Anaemias

Question 1

How are the haemoglobinopathies classified?

Answer 1

1) Qualitative abnormalities (“abnormal haemoglobins”, including sickle cell disease) - normal quantities of an abnormal haemoglobin
- amino acid substitutions in the polypeptide chains of the globin gene cause the haem ring to fall out of the haem binding pocket, making the haemoglobin unstable
2) Quantitative abnormalities (thalassaemias) - abnormal quantities of normal Hb
- mutations reduce the rate of production of one or other of the globin chains altering the ratio of alpha to non alpha

Question 2

What are the haemoglobinopathies?

Answer 2

These are diseases caused by dysfunction of genes encoding the globin chains of haemoglobin.

Normal Hb is comprised of two alpha and two non alpha globin chains.
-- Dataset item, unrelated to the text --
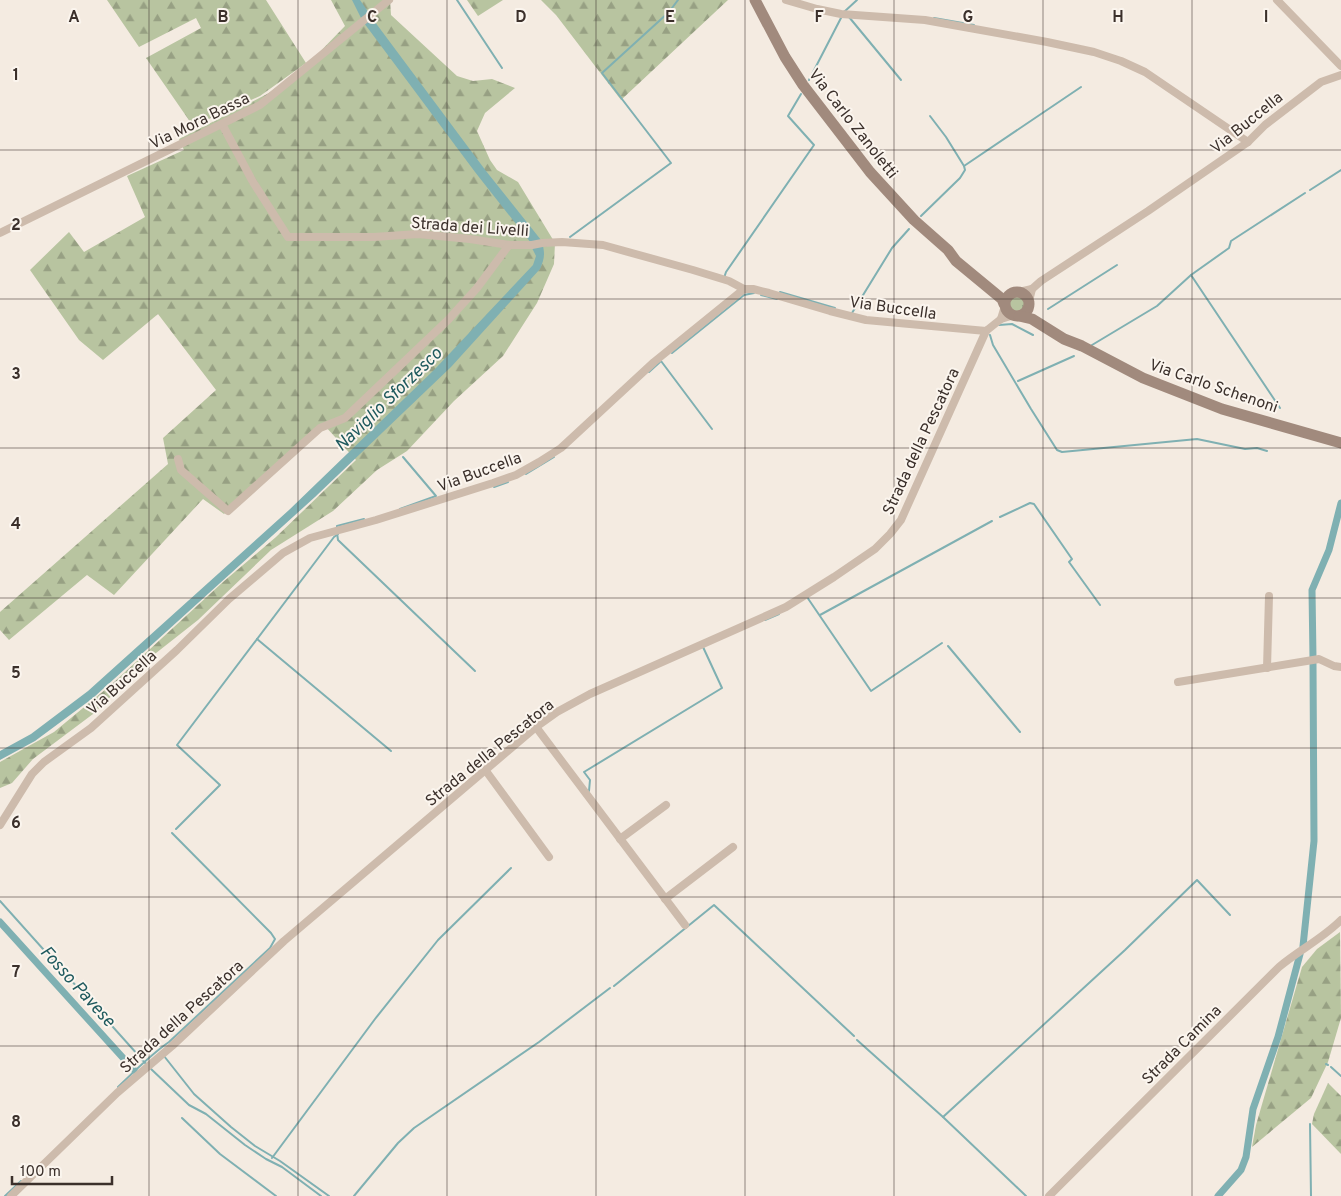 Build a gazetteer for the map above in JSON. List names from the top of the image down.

Alpha globin chains are produced throughout life, so severe mutations may cause intrauterine death.

Production of non alpha chains varies with age: faetal haemoglobin (HbF) has two gamma chains, while the predominant adult haemoglobin (HbA) has two beta chains. So disorders affecting the beta chains do not present until after 6 months of age.

Question 3

What is the pathophysiology of sickle cell disease?

Answer 3

Deoxygenated HbS causes molecules to polymerise to form pseudocrystalline structures called “tactoids”.

These distort the red cell membrane and produce sickle-shaped cells.
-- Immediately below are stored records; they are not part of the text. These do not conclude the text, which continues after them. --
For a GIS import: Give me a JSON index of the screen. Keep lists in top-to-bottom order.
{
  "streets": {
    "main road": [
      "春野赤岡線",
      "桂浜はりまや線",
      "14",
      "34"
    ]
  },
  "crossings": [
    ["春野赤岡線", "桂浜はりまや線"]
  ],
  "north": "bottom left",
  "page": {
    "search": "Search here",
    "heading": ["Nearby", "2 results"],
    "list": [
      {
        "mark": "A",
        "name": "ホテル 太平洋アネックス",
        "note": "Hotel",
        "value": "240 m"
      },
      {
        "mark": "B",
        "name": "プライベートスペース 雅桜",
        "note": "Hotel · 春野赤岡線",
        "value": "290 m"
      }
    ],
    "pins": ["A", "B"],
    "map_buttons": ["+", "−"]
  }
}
Polymerisation reversible when reoxygenation occurs; distortion may become permanent and the red cell irreversibly sickled.

Greater the concentration of HbS the more easily tactoids are formed (this is affected by the presence of other haemoglobins, e.g. HbC or HbF).

Question 4

Who gets sickle cell disease and what is the relationship to malaria?

Answer 4

Sickle cell disease is autosomal recessive.

Homozygotes only produce abnormal beta chains that make HbS and this results in sickle cell disease.

Heterozygotes produce a mixture of normal and abnormal beta chains that make normal HbA and HbS - this causes asymptomatic sickle trait.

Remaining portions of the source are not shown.